POLICE are investigating claims from a woman that she was with the man jailed for murder on the night a waiter on Orkney was shot.
Former soldier Michael Ross was jailed for life last month for the murder of Shamsudden Mahmood in Kirkwall in 1994.
But it emerged yesterday that a woman has now claimed that she was with Ross at the time the crime was carried out.
Amelia Swa
nney, 27, says she and Ross were friends and that they were talking on a street in Kirkwall at the time of the shooting.
The environmental consultant, who is now based in Aberdeen, said: "If how I remember it is right, then there is no way Michael could have done it, because he was in the gardens speaking to us at the time. I have always remembered it that way. I have never remembered it any differently and it has stayed in my head for that reason, because it's a memorable night."
She said a £100,000 reward offered for information which could prove Ross's innocence was not her motive for coming forward.
She added: "I have known the Rosses for a big part of my life. I wouldn't profit out of what they've gone through."
A police spokesman said: "Northern Constabulary is making inquiries with the person who has come forward. The solicitors acting for Michael Ross have also been notified."
Ross, 30, was just 15 when he burst into the restaurant and shot 26-year-old Mr Mahmood.
The case against him was brought to court after Northern Constabulary carried out a cold case review in 2007.
He was jailed for life at the High Court in Glasgow last month.
The murder was the first on Orkney for 25 years and the guilty verdict brought a 14-year mystery to an end.
In June a jury found Ross guilty of murder by a majority verdict after a six-week trial.
During the trial, the prosecution relied entirely on circumstantial evidence which it said formed a "compelling, unanswerable case" against him.
They said Ross, at the age of 15, was racist and these extreme views drove him to hunt down and murder one of the island's few Asian residents.
The jury had heard how around the time of the crime Ross had been heard to say "blacks should be shot and have a gun put to their head".
Police later recovered a cadet-style notebook belonging to Ross which contained a swastika and anti-English slogans.
One of the key witnesses was Michael Ross's father, Eddie Ross. Mr Ross, 57, was a serving police officer at the time of the murder and had been stationed outside the restaurant after the killing.

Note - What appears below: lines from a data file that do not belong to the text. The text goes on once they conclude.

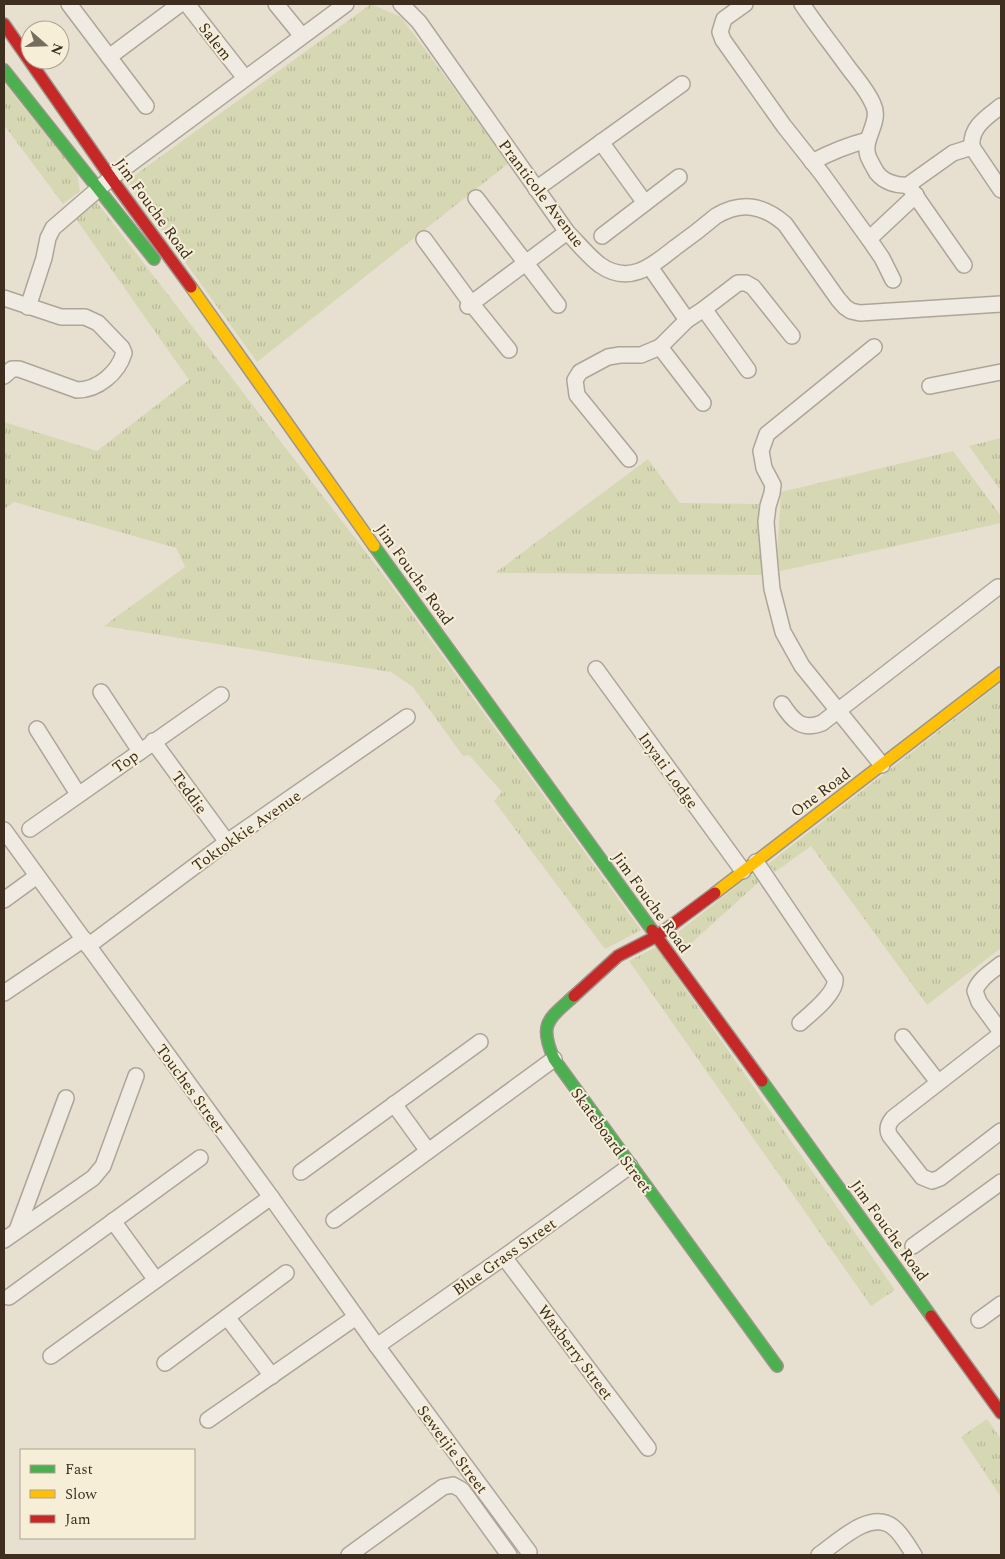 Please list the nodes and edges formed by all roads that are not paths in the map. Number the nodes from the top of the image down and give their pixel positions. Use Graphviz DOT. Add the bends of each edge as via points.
graph roads {
  1 [pos="69,4"];
  2 [pos="180,4"];
  3 [pos="187,4"];
  4 [pos="276,4"];
  5 [pos="346,4"];
  6 [pos="401,4"];
  7 [pos="745,4"];
  8 [pos="802,4"];
  9 [pos="4,24"];
  10 [pos="302,36"];
  11 [pos="109,57"];
  12 [pos="4,70"];
  13 [pos="245,78"];
  14 [pos="682,84"];
  15 [pos="146,106"];
  16 [pos="1001,106"];
  17 [pos="868,140"];
  18 [pos="602,142"];
  19 [pos="972,147"];
  20 [pos="812,162"];
  21 [pos="679,177"];
  22 [pos="111,178"];
  23 [pos="536,189"];
  24 [pos="97,190"];
  25 [pos="912,190"];
  26 [pos="1001,190"];
  27 [pos="476,198"];
  28 [pos="646,203"];
  29 [pos="567,232"];
  30 [pos="602,236"];
  31 [pos="424,239"];
  32 [pos="869,239"];
  33 [pos="526,262"];
  34 [pos="159,264"];
  35 [pos="964,265"];
  36 [pos="650,268"];
  37 [pos="893,280"];
  38 [pos="177,287"];
  39 [pos="4,298"];
  40 [pos="469,304"];
  41 [pos="1001,304"];
  42 [pos="558,305"];
  43 [pos="28,307"];
  44 [pos="704,309"];
  45 [pos="687,320"];
  46 [pos="792,336"];
  47 [pos="660,347"];
  48 [pos="874,348"];
  49 [pos="509,350"];
  50 [pos="748,370"];
  51 [pos="1001,372"];
  52 [pos="4,376"];
  53 [pos="930,386"];
  54 [pos="703,403"];
  55 [pos="278,410"];
  56 [pos="629,459"];
  57 [pos="998,587"];
  58 [pos="596,669"];
  59 [pos="1001,673"];
  60 [pos="101,692"];
  61 [pos="221,695"];
  62 [pos="782,704"];
  63 [pos="838,710"];
  64 [pos="407,717"];
  65 [pos="37,729"];
  66 [pos="153,741"];
  67 [pos="140,751"];
  68 [pos="882,765"];
  69 [pos="78,794"];
  70 [pos="30,829"];
  71 [pos="4,830"];
  72 [pos="227,842"];
  73 [pos="749,867"];
  74 [pos="37,876"];
  75 [pos="4,900"];
  76 [pos="657,936"];
  77 [pos="86,942"];
  78 [pos="1001,964"];
  79 [pos="4,993"];
  80 [pos="800,1023"];
  81 [pos="1001,1033"];
  82 [pos="903,1037"];
  83 [pos="480,1042"];
  84 [pos="554,1060"];
  85 [pos="136,1076"];
  86 [pos="938,1082"];
  87 [pos="66,1098"];
  88 [pos="394,1104"];
  89 [pos="1001,1131"];
  90 [pos="428,1151"];
  91 [pos="200,1158"];
  92 [pos="630,1166"];
  93 [pos="301,1172"];
  94 [pos="1001,1182"];
  95 [pos="271,1197"];
  96 [pos="334,1220"];
  97 [pos="113,1221"];
  98 [pos="17,1230"];
  99 [pos="4,1240"];
  100 [pos="913,1246"];
  101 [pos="504,1257"];
  102 [pos="286,1273"];
  103 [pos="156,1280"];
  104 [pos="9,1297"];
  105 [pos="1001,1304"];
  106 [pos="227,1317"];
  107 [pos="356,1317"];
  108 [pos="979,1320"];
  109 [pos="376,1346"];
  110 [pos="51,1356"];
  111 [pos="166,1363"];
  112 [pos="777,1366"];
  113 [pos="272,1376"];
  114 [pos="996,1395"];
  115 [pos="1001,1413"];
  116 [pos="208,1420"];
  117 [pos="648,1448"];
  118 [pos="529,1552"];
  119 [pos="349,1555"];
  120 [pos="509,1555"];
  121 [pos="819,1555"];
  122 [pos="914,1555"];
  1 -- 11 [label="street"];
  2 -- 11 [label="street"];
  3 -- 13 [label="street, Salem"];
  4 -- 10 [label="street"];
  5 -- 10 [label="street"];
  6 -- 23 [label="street, Pranticole Avenue" via="419,22"];
  7 -- 20 [label="street" via="724,19 720,32 723,40"];
  8 -- 17 [label="street" via="873,103 876,118"];
  9 -- 22 [label="street, Jim Fouche Road"];
  10 -- 13 [label="street"];
  11 -- 15 [label="street"];
  12 -- 24 [label="street, Jim Fouche Road"];
  13 -- 22 [label="street"];
  14 -- 18 [label="street"];
  16 -- 19 [label="street" via="976,128"];
  17 -- 20 [label="street" via="847,145"];
  17 -- 25 [label="street" via="868,155 878,175 892,184"];
  18 -- 23 [label="street"];
  18 -- 28 [label="street"];
  19 -- 25 [label="street" via="954,153"];
  19 -- 26 [label="street"];
  20 -- 32 [label="street"];
  21 -- 28 [label="street"];
  22 -- 24 [label="street"];
  22 -- 55 [label="street, Jim Fouche Road"];
  23 -- 29 [label="street, Pranticole Avenue"];
  24 -- 34 [label="street, Jim Fouche Road"];
  24 -- 43 [label="street" via="50,232"];
  25 -- 32 [label="street"];
  25 -- 35 [label="street"];
  27 -- 33 [label="street"];
  28 -- 30 [label="street"];
  29 -- 33 [label="street"];
  29 -- 36 [label="street, Pranticole Avenue" via="608,270 626,274"];
  31 -- 40 [label="street"];
  32 -- 37 [label="street"];
  33 -- 40 [label="street"];
  33 -- 42 [label="street"];
  36 -- 41 [label="street, Pranticole Avenue" via="716,216 738,207 757,208 785,224 838,299 851,311"];
  36 -- 45 [label="street"];
  38 -- 55 [label="street, Jim Fouche Road"];
  39 -- 43 [label="street"];
  40 -- 49 [label="street"];
  43 -- 52 [label="street" via="61,316 85,317 98,323 122,348 122,362 109,377 84,390 19,369 12,369"];
  44 -- 45 [label="street"];
  44 -- 46 [label="street" via="738,283 746,283 753,287"];
  44 -- 50 [label="street"];
  45 -- 47 [label="street"];
  47 -- 54 [label="street"];
  47 -- 56 [label="street" via="641,355 608,357 580,372 575,380 577,395"];
  48 -- 63 [label="street" via="767,434 761,451 764,468 773,485 767,531 772,589 782,632 802,666"];
  51 -- 53 [label="street"];
  55 -- 76 [label="street, Jim Fouche Road"];
  57 -- 63 [label="street"];
  58 -- 73 [label="street, Inyati Lodge"];
  59 -- 68 [label="street, One Road"];
  60 -- 67 [label="street"];
  61 -- 66 [label="street, Top"];
  62 -- 63 [label="street" via="788,714 803,726 813,727 822,723"];
  63 -- 68 [label="street"];
  64 -- 72 [label="street, Toktokkie Avenue"];
  65 -- 69 [label="street"];
  66 -- 67 [label="street, Top"];
  66 -- 72 [label="street, Teddie"];
  67 -- 69 [label="street, Top"];
  68 -- 73 [label="street, One Road"];
  69 -- 70 [label="street, Top"];
  71 -- 74 [label="street, Touches Street"];
  72 -- 77 [label="street, Toktokkie Avenue"];
  73 -- 76 [label="street, One Road"];
  73 -- 80 [label="street, Inyati Lodge" via="836,979 833,989"];
  74 -- 75 [label="street"];
  74 -- 77 [label="street, Touches Street"];
  76 -- 84 [label="street, Skateboard Street" via="618,956 550,1018 545,1036"];
  76 -- 114 [label="street, Jim Fouche Road"];
  77 -- 79 [label="street, Toktokkie Avenue"];
  77 -- 95 [label="street, Touches Street"];
  78 -- 81 [label="street" via="985,976 975,991"];
  81 -- 86 [label="street"];
  82 -- 86 [label="street"];
  83 -- 88 [label="street"];
  84 -- 90 [label="street"];
  84 -- 92 [label="street, Skateboard Street"];
  85 -- 98 [label="street" via="103,1166 93,1178"];
  86 -- 89 [label="street" via="888,1124 890,1136 922,1177 932,1181 940,1178"];
  87 -- 98 [label="street"];
  88 -- 90 [label="street"];
  88 -- 93 [label="street"];
  90 -- 96 [label="street"];
  91 -- 97 [label="street"];
  92 -- 101 [label="street, Blue Grass Street"];
  92 -- 112 [label="street, Skateboard Street"];
  94 -- 100 [label="street"];
  95 -- 103 [label="street"];
  95 -- 107 [label="street, Touches Street"];
  97 -- 103 [label="street"];
  97 -- 104 [label="street"];
  98 -- 99 [label="street"];
  101 -- 109 [label="street, Blue Grass Street"];
  101 -- 117 [label="street, Waxberry Street"];
  102 -- 106 [label="street"];
  103 -- 110 [label="street"];
  105 -- 108 [label="street"];
  106 -- 111 [label="street"];
  106 -- 113 [label="street"];
  107 -- 109 [label="street, Touches Street"];
  107 -- 113 [label="street"];
  109 -- 118 [label="street, Sewetjie Street"];
  113 -- 116 [label="street"];
  114 -- 115 [label="street, Jim Fouche Road"];
  119 -- 120 [label="street" via="442,1487 453,1485 462,1490"];
  121 -- 122 [label="street" via="857,1527 870,1522 894,1528"];
}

He was imprisoned for four years for attempting to pervert the course of justice and later lost his job with the force.
The conviction related to a box of ammunition of the type used in the shooting which Mr Ross snr had in his home.
In his plea in mitigation, Donald Findlay, QC, told the court that Ross, a former Black Watch sniper, continued to protest his innocence and his conviction had come as a "great loss" to his family and country.